» EXERCISE GOAL
Check every line below for the word "graph" and show those that hold it.

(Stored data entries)

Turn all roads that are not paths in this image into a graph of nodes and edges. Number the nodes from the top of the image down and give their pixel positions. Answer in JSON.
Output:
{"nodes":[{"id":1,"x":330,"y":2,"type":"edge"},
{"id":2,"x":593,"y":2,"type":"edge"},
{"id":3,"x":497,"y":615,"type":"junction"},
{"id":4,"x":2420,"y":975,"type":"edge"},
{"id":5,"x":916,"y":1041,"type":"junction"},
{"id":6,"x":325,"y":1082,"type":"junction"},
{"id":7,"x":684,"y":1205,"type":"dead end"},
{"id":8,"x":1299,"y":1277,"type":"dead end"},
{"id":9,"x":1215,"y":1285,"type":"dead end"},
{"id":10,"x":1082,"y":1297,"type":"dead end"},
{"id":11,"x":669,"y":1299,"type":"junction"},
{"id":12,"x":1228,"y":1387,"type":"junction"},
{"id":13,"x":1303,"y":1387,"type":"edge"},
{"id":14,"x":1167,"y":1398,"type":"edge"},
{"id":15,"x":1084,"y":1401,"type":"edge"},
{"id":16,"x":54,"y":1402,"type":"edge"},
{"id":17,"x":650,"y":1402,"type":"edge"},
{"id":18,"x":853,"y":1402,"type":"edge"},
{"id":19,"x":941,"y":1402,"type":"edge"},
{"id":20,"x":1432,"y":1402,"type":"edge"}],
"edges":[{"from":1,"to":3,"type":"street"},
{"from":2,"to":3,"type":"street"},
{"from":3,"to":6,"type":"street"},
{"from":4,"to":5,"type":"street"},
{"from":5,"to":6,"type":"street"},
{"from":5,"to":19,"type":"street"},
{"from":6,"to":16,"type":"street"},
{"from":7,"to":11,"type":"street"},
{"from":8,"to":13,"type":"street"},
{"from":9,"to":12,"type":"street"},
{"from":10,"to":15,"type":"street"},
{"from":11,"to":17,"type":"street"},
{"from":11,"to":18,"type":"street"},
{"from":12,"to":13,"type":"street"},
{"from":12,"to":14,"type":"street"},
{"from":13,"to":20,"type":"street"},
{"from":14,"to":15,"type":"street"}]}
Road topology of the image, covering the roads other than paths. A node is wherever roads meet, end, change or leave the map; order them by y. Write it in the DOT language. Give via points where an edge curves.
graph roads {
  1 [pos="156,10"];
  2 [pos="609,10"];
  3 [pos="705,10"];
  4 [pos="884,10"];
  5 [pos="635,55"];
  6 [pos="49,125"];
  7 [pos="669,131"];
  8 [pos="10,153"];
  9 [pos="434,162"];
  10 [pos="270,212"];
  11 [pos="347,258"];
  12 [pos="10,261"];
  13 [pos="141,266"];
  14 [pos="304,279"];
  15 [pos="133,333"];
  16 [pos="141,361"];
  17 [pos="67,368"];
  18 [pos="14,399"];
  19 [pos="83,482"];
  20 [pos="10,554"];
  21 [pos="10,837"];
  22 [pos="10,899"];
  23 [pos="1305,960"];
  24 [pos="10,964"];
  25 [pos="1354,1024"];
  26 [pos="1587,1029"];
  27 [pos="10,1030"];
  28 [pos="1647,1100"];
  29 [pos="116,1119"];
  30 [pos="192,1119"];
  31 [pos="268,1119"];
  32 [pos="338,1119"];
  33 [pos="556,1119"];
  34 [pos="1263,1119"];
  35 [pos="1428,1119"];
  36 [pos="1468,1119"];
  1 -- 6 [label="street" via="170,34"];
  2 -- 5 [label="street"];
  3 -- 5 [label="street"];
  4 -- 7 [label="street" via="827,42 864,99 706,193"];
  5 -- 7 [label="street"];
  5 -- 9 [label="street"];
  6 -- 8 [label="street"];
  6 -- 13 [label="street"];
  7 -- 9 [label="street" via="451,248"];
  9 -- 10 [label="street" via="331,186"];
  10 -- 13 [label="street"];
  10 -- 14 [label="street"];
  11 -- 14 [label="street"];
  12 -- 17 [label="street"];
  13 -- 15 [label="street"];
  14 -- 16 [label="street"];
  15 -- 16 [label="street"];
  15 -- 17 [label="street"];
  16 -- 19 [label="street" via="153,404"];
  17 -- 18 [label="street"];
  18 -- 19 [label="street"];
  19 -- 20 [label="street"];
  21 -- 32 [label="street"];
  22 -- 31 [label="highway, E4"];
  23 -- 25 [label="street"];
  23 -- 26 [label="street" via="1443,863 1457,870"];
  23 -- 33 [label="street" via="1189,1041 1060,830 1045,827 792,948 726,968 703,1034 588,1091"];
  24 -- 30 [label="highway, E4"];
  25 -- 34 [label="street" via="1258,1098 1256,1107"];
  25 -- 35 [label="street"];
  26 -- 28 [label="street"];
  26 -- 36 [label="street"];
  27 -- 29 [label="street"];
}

» RESULT BELOW
Turn all roads that are not paths in this image into a graph of nodes and edges. Number the nodes from the top of the image down and give their pixel positions. Answer in JSON.
graph roads {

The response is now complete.